[GIVEN RECORDS Boundary: Start]

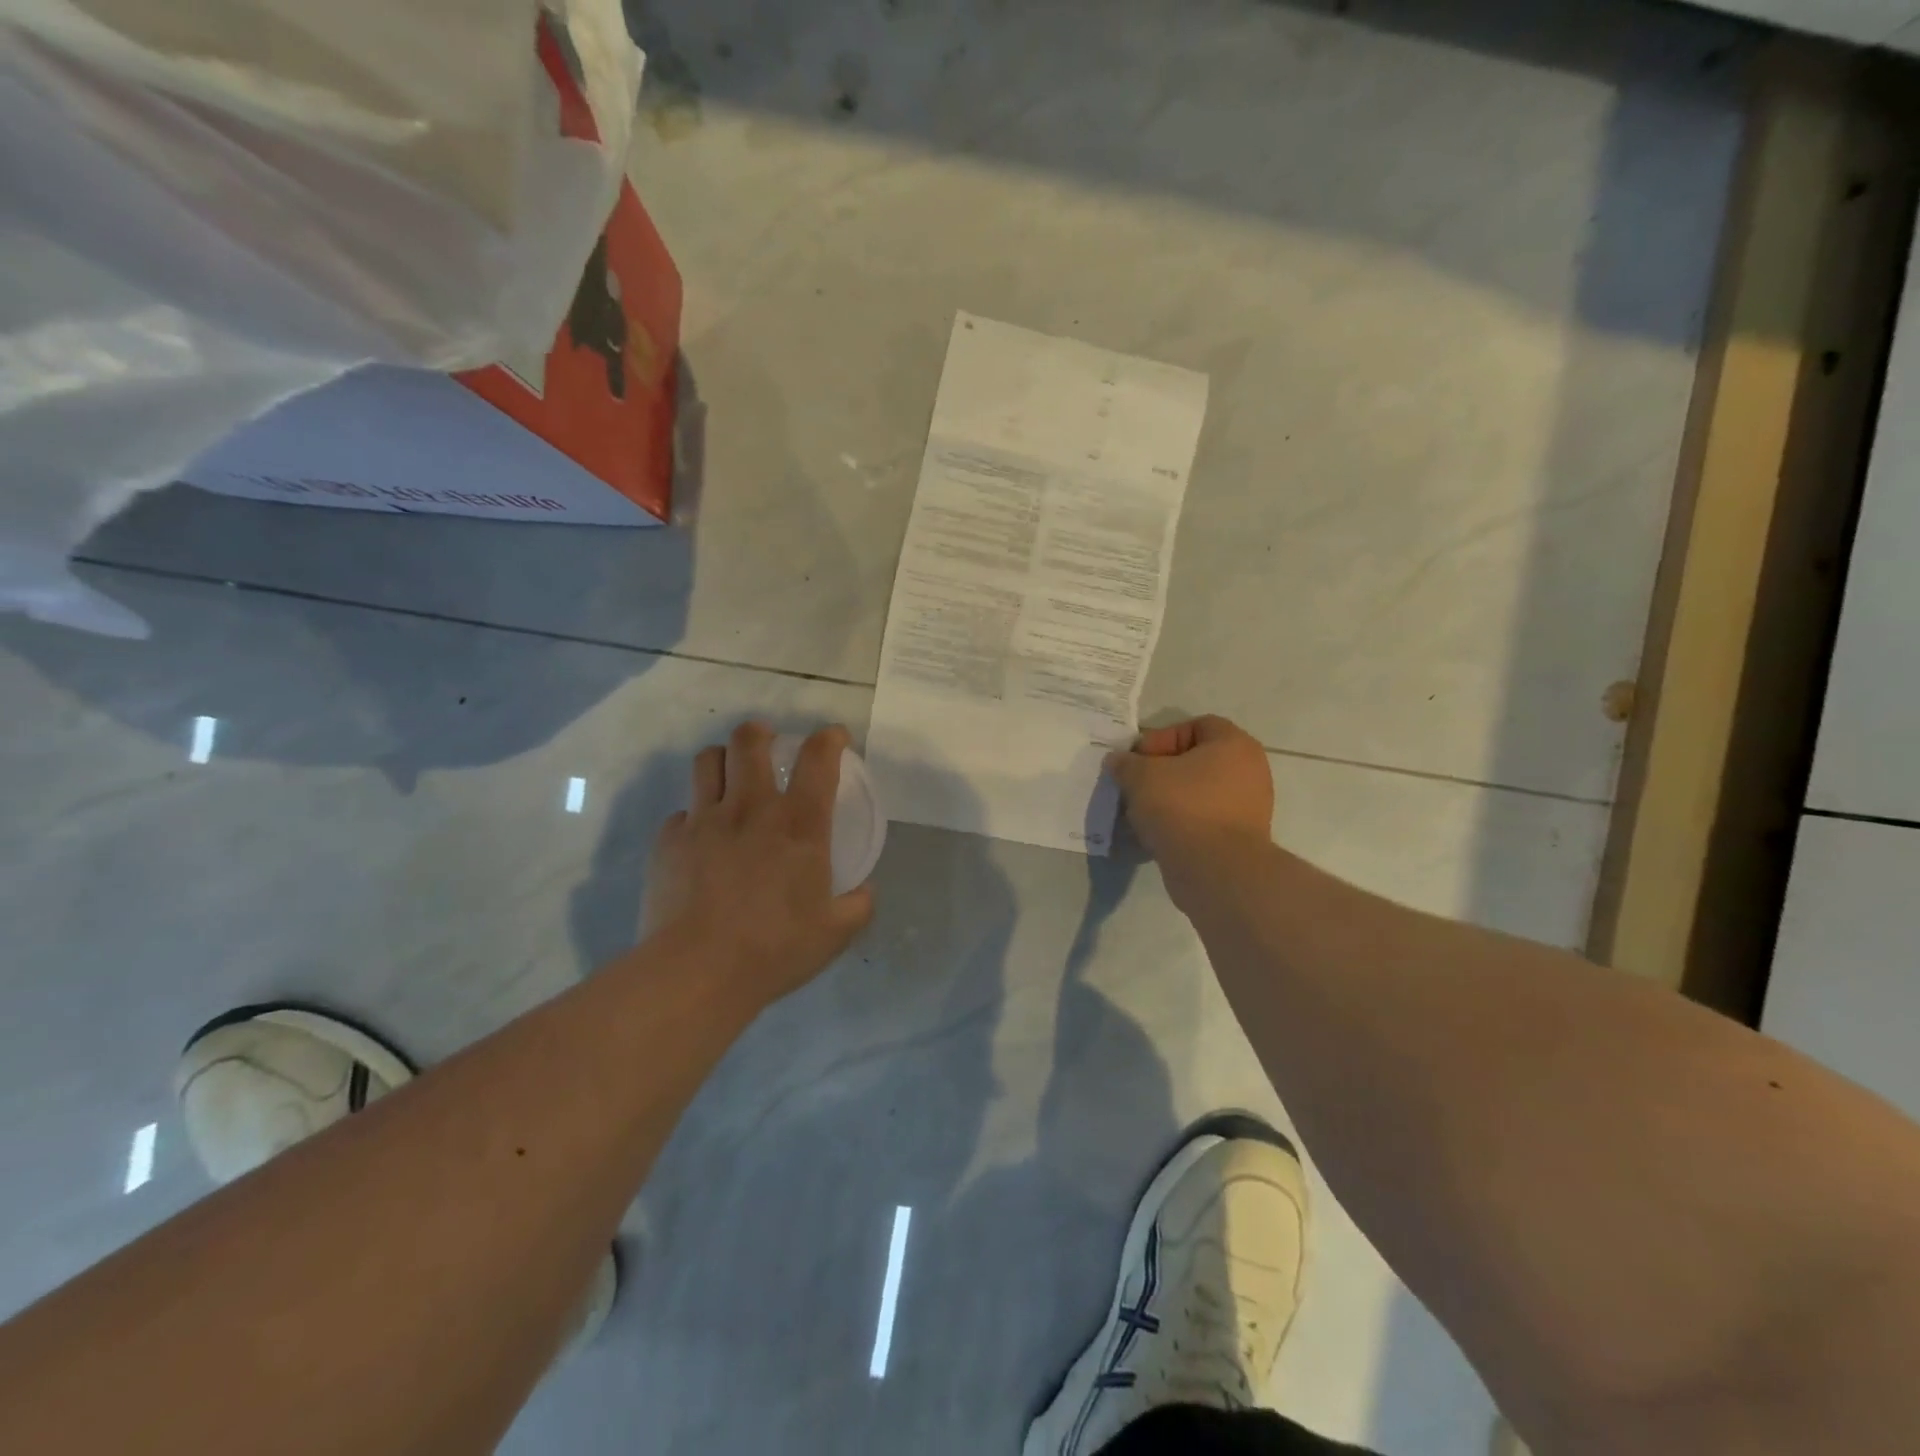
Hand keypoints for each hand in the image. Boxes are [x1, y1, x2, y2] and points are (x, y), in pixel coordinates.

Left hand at [643, 722, 874, 1006]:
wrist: (695, 972)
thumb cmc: (774, 949)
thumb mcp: (835, 933)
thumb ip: (858, 905)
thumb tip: (865, 891)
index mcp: (799, 824)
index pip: (818, 759)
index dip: (830, 738)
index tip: (834, 737)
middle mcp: (751, 808)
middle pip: (749, 741)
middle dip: (760, 732)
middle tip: (767, 742)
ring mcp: (704, 820)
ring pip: (707, 762)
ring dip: (722, 759)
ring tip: (729, 775)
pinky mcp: (668, 841)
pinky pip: (681, 812)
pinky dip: (694, 816)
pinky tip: (699, 839)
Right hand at [1107, 715, 1273, 878]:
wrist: (1215, 870)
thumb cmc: (1182, 807)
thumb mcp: (1141, 776)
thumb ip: (1126, 763)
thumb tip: (1118, 761)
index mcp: (1234, 745)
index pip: (1196, 726)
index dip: (1162, 738)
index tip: (1139, 760)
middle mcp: (1249, 771)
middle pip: (1196, 761)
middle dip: (1161, 772)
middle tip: (1135, 786)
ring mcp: (1248, 807)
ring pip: (1198, 793)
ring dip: (1168, 799)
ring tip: (1141, 813)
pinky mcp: (1239, 838)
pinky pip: (1204, 820)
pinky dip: (1181, 823)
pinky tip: (1156, 834)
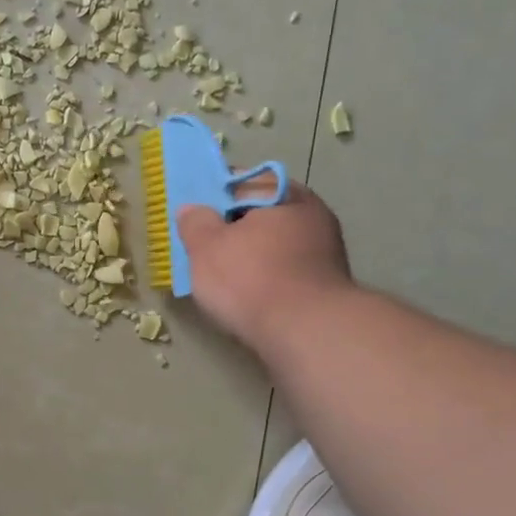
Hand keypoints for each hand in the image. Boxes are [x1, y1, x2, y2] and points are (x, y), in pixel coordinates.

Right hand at [177, 184, 354, 350]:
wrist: (305, 333)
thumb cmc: (251, 278)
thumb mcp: (206, 246)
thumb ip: (195, 223)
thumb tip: (192, 209)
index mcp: (285, 194)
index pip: (244, 181)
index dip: (215, 194)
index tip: (194, 212)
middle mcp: (312, 215)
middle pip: (262, 214)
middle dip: (233, 226)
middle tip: (203, 244)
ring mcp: (324, 251)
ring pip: (274, 244)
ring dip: (250, 254)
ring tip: (220, 273)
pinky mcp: (324, 285)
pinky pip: (284, 270)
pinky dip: (265, 277)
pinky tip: (246, 294)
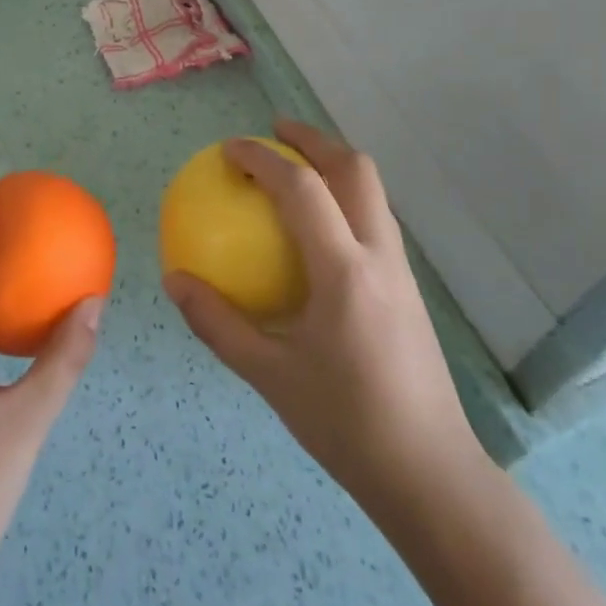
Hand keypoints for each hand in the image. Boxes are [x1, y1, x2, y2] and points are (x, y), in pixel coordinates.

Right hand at [163, 121, 486, 511]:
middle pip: (355, 169)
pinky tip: (315, 228)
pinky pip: (374, 219)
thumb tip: (174, 281)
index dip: (262, 158)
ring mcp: (401, 270)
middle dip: (313, 139)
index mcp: (344, 271)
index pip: (302, 189)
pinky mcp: (408, 288)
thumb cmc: (345, 424)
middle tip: (273, 132)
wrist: (430, 474)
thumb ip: (217, 323)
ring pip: (372, 191)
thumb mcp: (268, 376)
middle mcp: (379, 256)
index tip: (228, 150)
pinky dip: (343, 198)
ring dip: (333, 164)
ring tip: (294, 166)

[GIVEN RECORDS Boundary: End]

> _REQUIREMENT_: Reproduce, exactly as they stand in the data above, the lines from the one that holds "thumb ip: (1126, 763)" to the one that holds "pinky tip: (1156, 834)", inclusive.

> _RESPONSE TO THE TASK_:
thumb ip: (1126, 763)
thumb tip: (1118, 761)
index mcp: (1234, 745)
index pip: (1196, 726)
index dip: (1162, 738)
index tip: (1139, 760)
middle mcp: (1249, 771)
middle pip: (1196, 761)
middle dip: (1161, 772)
middle tip: (1135, 786)
ring mcp: (1248, 807)
ring pip: (1198, 793)
ring dip: (1168, 799)
ring tip: (1141, 813)
pinky mcp: (1239, 838)
pinky pip: (1204, 820)
pinky dip: (1181, 823)
pinky tip: (1156, 834)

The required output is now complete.